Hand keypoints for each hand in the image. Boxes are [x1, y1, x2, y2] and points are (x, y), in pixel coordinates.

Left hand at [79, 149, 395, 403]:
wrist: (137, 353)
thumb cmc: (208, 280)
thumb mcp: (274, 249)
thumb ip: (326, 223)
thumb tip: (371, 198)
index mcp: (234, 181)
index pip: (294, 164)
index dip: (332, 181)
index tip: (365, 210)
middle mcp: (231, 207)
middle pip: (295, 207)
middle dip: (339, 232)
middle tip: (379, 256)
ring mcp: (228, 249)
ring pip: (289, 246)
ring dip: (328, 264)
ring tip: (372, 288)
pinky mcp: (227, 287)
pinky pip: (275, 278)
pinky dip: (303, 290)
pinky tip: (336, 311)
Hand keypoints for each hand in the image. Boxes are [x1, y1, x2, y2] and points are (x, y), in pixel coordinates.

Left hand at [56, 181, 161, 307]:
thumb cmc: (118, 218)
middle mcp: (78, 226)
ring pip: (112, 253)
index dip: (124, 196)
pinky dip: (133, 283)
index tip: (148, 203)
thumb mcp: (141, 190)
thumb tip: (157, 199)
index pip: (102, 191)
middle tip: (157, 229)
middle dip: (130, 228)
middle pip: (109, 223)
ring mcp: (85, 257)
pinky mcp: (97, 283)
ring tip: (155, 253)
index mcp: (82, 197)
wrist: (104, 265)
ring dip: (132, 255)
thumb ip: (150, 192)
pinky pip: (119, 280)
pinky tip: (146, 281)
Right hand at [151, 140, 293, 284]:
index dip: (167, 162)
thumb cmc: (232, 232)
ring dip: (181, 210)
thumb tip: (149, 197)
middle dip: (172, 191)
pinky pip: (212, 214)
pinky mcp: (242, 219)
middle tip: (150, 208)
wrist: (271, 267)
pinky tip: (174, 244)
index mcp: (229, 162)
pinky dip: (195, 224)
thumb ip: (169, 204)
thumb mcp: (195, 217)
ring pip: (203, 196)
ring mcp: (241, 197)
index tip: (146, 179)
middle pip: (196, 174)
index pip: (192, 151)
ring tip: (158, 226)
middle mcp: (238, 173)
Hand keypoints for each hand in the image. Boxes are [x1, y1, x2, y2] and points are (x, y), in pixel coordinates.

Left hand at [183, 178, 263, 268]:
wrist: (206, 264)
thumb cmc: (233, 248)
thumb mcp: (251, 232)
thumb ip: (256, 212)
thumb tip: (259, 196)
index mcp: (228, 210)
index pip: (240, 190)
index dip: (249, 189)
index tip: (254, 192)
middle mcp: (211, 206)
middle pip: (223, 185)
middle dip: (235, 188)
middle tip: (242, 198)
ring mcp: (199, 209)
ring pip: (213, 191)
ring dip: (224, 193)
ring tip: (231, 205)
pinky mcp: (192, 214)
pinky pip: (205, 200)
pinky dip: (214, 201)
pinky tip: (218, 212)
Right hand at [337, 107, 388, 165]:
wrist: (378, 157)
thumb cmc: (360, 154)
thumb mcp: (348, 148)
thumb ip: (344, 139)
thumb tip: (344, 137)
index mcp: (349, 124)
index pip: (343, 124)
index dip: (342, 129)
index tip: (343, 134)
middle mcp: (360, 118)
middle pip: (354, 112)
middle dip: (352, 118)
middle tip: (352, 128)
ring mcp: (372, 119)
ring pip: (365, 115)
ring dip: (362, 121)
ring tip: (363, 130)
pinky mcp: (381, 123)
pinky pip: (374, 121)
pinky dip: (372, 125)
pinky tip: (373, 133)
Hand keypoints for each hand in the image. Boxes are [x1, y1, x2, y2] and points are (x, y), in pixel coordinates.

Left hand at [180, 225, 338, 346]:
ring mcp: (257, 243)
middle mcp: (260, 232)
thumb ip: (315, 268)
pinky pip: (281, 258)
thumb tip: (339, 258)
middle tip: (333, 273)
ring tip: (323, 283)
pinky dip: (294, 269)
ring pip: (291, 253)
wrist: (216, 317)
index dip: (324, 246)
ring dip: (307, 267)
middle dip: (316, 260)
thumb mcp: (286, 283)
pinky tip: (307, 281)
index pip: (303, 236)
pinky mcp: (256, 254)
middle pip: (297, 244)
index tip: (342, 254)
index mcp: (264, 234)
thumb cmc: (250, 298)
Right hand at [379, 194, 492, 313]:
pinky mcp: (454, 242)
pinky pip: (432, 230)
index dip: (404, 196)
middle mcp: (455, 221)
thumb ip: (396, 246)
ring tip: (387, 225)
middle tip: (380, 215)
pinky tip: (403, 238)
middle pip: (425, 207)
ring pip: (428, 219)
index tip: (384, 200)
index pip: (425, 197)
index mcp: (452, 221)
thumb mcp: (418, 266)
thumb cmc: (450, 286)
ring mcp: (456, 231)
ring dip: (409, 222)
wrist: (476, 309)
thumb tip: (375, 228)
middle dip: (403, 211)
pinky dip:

========================================

» Exercise: Using only the data above, copy out the lines that include the word "Left".

» Result for this task:
Left hand at [79, 149, 395, 403]:
Left hand at [56, 181, 161, 307]:
Left hand at [183, 178, 263, 268]:
Left hand at [180, 225, 338, 346]:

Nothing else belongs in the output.